Ci sono storie che parlano di dedizione, crescita dei giovani e senso di appartenenza: quelle di Nico Pertosa e Gianluca Capucchio, premiati sabato 28 febbraio a Roma, sono tra queste. Trent’anni di impegno che hanno lasciato un segno indelebile nel calcio dilettantistico piemontese e non solo. Due percorsi diversi, ma accomunati dalla stessa passione per lo sport e dalla stessa capacità di trasformare una società calcistica in un punto di riferimento per la comunità.
Trent’anni di lavoro instancabile e amore per i colori rossoneri del Caselle hanno portato Nico Pertosa a ricevere la Benemerenza della Lega Nazionale Dilettanti. La sua carriera è iniziata nel 1993 come dirigente, ha proseguito come vicepresidente al fianco dell’indimenticato Rossano Pavanello e, dal 2012, ha guidato la società con responsabilità, visione e un instancabile spirito di servizio. Sotto la sua guida, il Caselle Calcio ha investito in modo concreto sul settore giovanile, promuovendo non solo lo sport ma anche valori educativi e sociali che hanno contribuito a formare intere generazioni di ragazzi. La cerimonia di Roma ha visto Pertosa ricevere il riconoscimento dalle mani del presidente nazionale della Figc, Gabriele Gravina, e del presidente del Settore Giovanile e Scolastico, Vito Scisci, accompagnati dal presidente e dal vice del comitato regionale Piemonte e Valle d’Aosta, Mauro Foschia ed Eudo Giachetti. Un segno tangibile della stima e del rispetto conquistati grazie a ormai diversi anni di impegno e dedizione.
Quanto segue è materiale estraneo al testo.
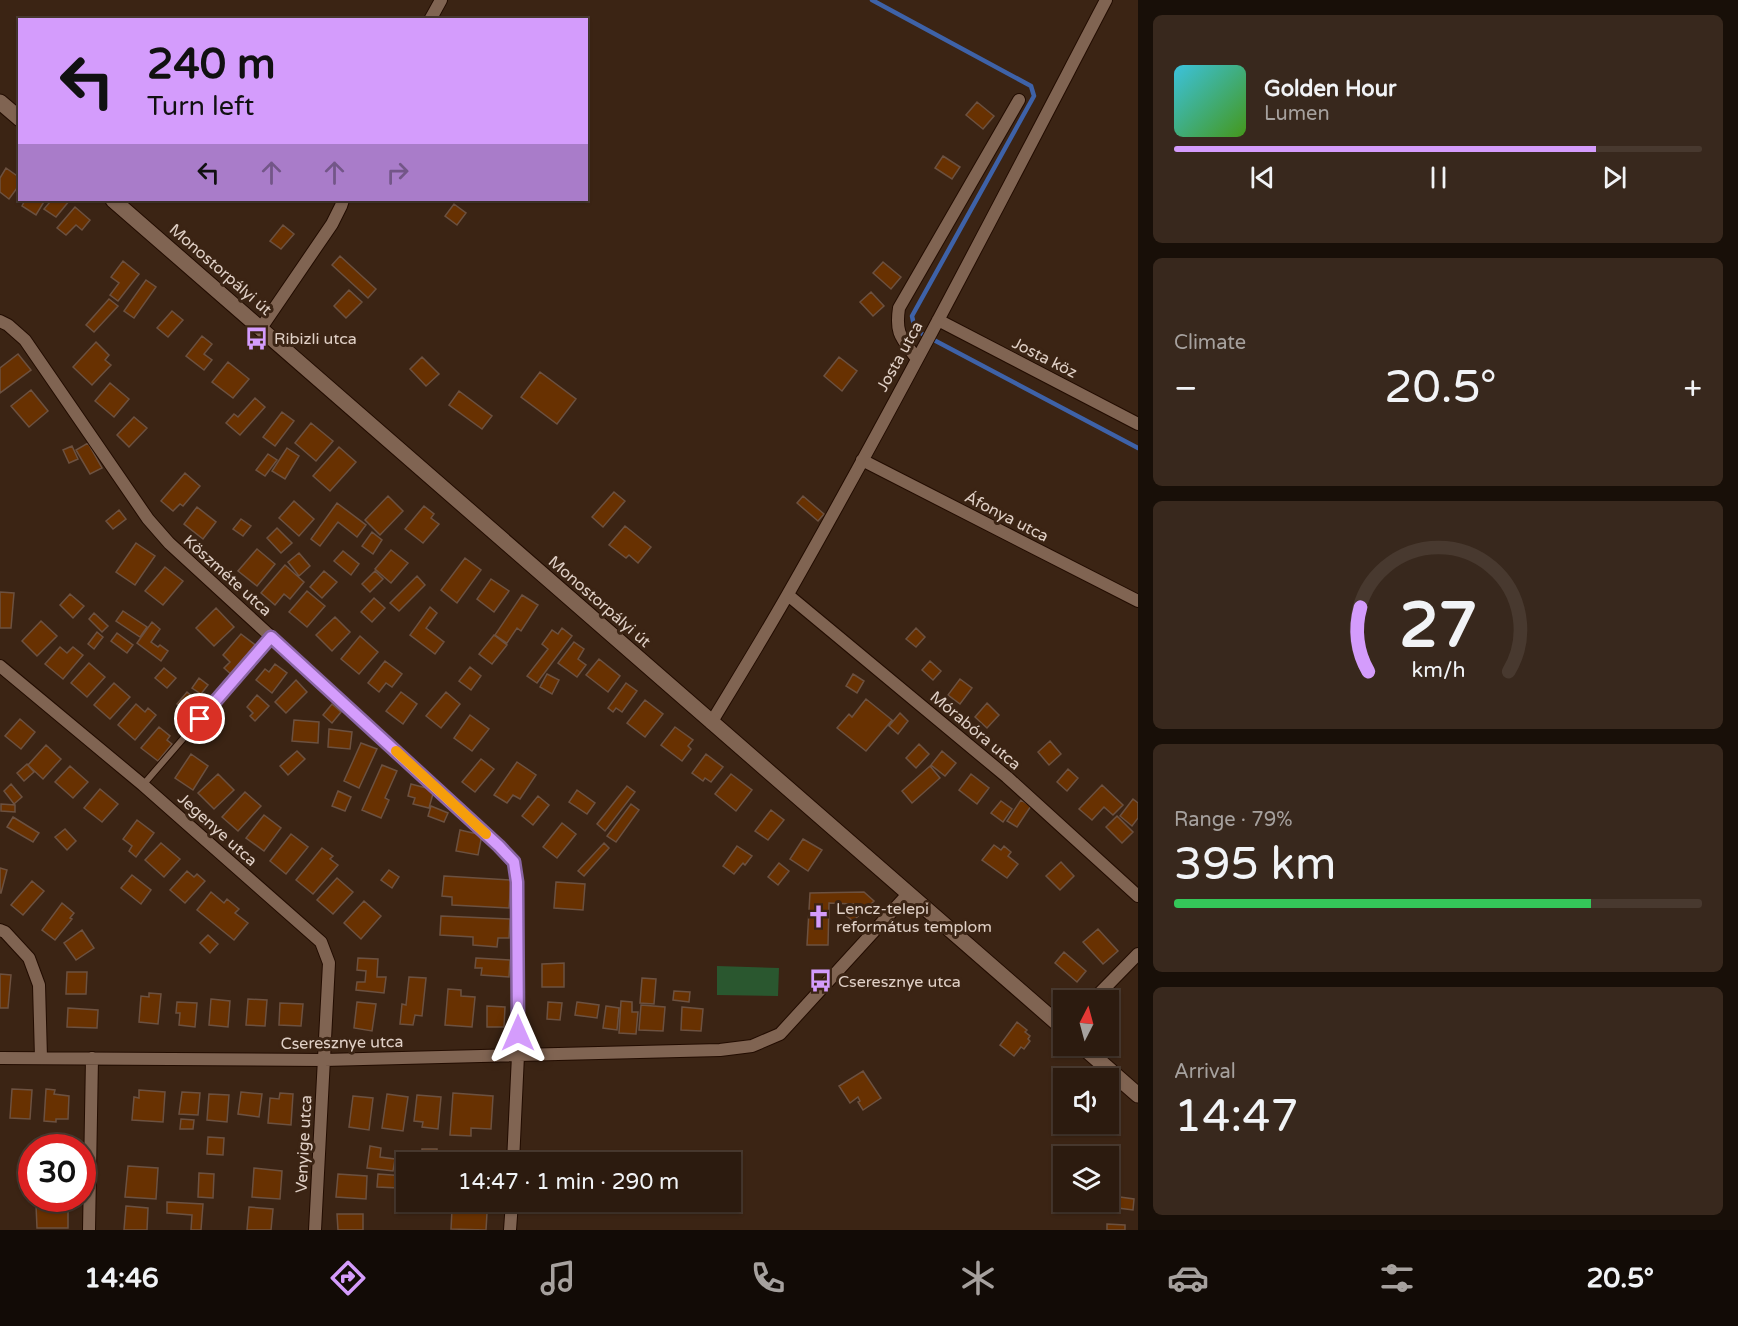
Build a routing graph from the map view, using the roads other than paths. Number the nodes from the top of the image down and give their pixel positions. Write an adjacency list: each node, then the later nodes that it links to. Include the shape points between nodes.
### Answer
1 (441, 0): 3 (street)
2 (1106, 0): 10 (street, Josta utca)
3 (431, 18)
4 (1019, 100): 12 (street, via 899,309 897,326)
5 (0, 102): 6 (street)
6 (18, 117)
7 (114, 201): 11 (street, Monostorpályi út)
8 (343, 201): 11 (street, via 332,224)
9 (0, 321): 17 (street, Köszméte utca, via 25,340 147,519)
10 (935, 325): 12 (street, Josta utca); 13 (street, Josta köz)
11 (261, 328): 19 (street, Monostorpályi út)
12 (917, 359): 14 (street, Josta utca)
13 (1138, 424)
14 (861, 460): 15 (street, Josta utca); 16 (street, Áfonya utca)
15 (788, 594): 19 (street, Josta utca); 22 (street, Mórabóra utca, via 1007,777)
16 (1138, 601)
17 (271, 637): 20 (lane); 27 (street, Köszméte utca, via 514,862)
18 (0, 666): 20 (street, Jegenye utca)
19 (711, 723): 21 (street, Monostorpályi út)
20 (143, 785): 32 (street, Jegenye utca, via 321,942 329,963)
21 (908, 894): 26 (street, Monostorpályi út); 27 (street, Cseresznye utca, via 780,1034 752,1046)
22 (1138, 896)
23 (0, 930): 30 (street, via 29,958 39,985)
24 (1138, 954): 25 (street)
25 (1103, 990)
26 (1053, 1019)
27 (518, 1055): 32 (street, Cseresznye utca); 34 (street, Köszméte utca)
28 (1093, 1056): 33 (street)
29 (0, 1058): 30 (street, Cseresznye utca)
30 (41, 1058): 31 (street, Cseresznye utca)
31 (92, 1058): 32 (street, Cseresznye utca); 36 (street)
32 (324, 1060): 37 (street, Venyige utca)
33 (1138, 1095)
34 (513, 1152)
35 (511, 1212): 38 (street)
36 (89, 1230)
37 (315, 1230)
38 (510, 1230)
Gianluca Capucchio ha ricevuto il riconoscimento per la dedizione al Cafasse Balangero, realtà che guida da 11 anni e a cui appartiene da 26. «Ho sempre giocato nelle giovanili – racconta Capucchio – e da quando abbiamo riaperto il campo nel 2000 ho contribuito a far rinascere la società. La fusione con Balangero nel 2013 ha consolidato un progetto ambizioso, fatto di passione e di amore per il territorio». È la quarta benemerenza per un dirigente cafassese, dopo il dottor Luigi Faralli, storico presidente che portò il Cafasse in Serie D, poi Adriano Cubito, già presidente del Mathi, e infine quella dello stesso Eudo Giachetti, oggi vicepresidente del comitato regionale Piemonte e Valle d’Aosta, per i 20 anni da dirigente federale. Un riconoscimento che sottolinea come, dietro ogni società di calcio, ci siano figure che con costanza e dedizione tengono vivi valori, relazioni e progetti.